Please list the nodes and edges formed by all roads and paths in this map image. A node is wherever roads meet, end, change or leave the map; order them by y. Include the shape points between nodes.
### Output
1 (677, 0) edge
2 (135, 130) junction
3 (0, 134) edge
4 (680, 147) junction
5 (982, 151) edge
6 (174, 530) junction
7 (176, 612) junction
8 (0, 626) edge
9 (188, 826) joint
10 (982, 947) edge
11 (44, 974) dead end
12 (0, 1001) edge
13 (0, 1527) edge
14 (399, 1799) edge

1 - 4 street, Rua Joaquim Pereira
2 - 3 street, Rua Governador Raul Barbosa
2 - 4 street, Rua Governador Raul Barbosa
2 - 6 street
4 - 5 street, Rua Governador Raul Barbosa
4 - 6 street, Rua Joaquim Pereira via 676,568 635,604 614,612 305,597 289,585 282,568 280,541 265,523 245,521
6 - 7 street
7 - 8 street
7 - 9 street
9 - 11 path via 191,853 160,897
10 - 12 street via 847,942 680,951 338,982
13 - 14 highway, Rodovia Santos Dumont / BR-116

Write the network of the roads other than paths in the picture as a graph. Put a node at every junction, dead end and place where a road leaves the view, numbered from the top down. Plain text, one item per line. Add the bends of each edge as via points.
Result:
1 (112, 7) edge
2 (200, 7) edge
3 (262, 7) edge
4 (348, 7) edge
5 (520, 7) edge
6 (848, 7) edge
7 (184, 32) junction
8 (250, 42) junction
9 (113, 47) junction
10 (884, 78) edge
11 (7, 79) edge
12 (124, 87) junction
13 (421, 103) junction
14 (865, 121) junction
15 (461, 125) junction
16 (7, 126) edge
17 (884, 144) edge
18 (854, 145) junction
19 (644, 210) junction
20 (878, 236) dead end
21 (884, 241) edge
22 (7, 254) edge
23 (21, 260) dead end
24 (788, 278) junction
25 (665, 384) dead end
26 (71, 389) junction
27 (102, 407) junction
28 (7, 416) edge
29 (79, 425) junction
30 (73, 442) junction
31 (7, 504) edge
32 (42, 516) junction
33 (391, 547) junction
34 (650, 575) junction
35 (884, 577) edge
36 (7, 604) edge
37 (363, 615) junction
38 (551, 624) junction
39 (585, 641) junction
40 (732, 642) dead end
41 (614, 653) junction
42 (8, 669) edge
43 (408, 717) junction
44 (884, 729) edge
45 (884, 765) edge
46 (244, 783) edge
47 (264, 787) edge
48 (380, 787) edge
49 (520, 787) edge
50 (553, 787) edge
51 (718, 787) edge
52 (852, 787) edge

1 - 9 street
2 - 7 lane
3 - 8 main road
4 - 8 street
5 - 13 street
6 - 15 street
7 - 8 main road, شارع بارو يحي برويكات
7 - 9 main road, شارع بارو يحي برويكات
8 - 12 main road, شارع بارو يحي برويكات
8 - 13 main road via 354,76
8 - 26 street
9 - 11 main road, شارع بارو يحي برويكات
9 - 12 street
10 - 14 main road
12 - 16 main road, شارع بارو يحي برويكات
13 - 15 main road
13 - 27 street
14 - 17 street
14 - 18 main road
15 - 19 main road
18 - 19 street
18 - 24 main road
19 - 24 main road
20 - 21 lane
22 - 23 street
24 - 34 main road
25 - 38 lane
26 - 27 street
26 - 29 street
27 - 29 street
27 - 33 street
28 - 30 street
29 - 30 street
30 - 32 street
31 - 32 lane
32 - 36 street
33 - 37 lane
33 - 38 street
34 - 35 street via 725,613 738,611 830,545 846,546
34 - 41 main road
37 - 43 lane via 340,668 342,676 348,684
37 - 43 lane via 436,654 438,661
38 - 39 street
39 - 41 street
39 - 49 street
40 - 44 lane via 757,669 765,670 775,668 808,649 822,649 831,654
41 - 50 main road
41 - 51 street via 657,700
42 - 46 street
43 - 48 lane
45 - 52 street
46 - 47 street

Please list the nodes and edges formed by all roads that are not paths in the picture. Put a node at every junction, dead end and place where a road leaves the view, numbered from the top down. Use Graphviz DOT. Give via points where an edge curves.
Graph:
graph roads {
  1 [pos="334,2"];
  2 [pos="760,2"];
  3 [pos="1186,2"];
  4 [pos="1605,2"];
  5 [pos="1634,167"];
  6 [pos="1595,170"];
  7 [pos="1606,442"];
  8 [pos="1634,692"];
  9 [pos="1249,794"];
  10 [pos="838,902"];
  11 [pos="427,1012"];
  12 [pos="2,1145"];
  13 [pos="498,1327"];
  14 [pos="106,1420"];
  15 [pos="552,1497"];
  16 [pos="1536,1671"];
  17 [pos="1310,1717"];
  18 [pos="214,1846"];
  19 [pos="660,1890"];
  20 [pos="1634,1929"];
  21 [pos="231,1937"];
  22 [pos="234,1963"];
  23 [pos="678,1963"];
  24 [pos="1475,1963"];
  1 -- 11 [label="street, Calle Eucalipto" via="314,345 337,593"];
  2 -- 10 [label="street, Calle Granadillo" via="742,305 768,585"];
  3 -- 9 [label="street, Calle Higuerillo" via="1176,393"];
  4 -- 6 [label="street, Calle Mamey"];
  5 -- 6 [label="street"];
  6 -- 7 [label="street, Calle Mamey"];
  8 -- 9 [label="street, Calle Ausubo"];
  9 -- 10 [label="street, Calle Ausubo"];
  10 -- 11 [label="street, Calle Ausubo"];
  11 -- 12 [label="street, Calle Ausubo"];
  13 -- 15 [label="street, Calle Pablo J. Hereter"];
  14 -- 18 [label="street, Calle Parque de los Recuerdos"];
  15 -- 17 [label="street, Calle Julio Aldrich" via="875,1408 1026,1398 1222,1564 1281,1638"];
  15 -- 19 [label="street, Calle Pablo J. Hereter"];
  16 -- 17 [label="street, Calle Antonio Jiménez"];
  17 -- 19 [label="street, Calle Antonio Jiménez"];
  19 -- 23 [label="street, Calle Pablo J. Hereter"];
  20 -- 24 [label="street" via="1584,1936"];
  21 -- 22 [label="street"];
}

━━━━━━━━━━━━━━━━━━━━━━━━━━━━━━

Work request
Each line of the entries above that contains "شارع" is to be copied.

Response
7 - 8 main road, شارع بارو يحي برويكات
7 - 9 main road, شارع بارو يحي برويكات
8 - 12 main road, شارع بارو يحي برويكات
9 - 11 main road, شارع بارو يحي برويكات
12 - 16 main road, شارع بارو يحي برويكات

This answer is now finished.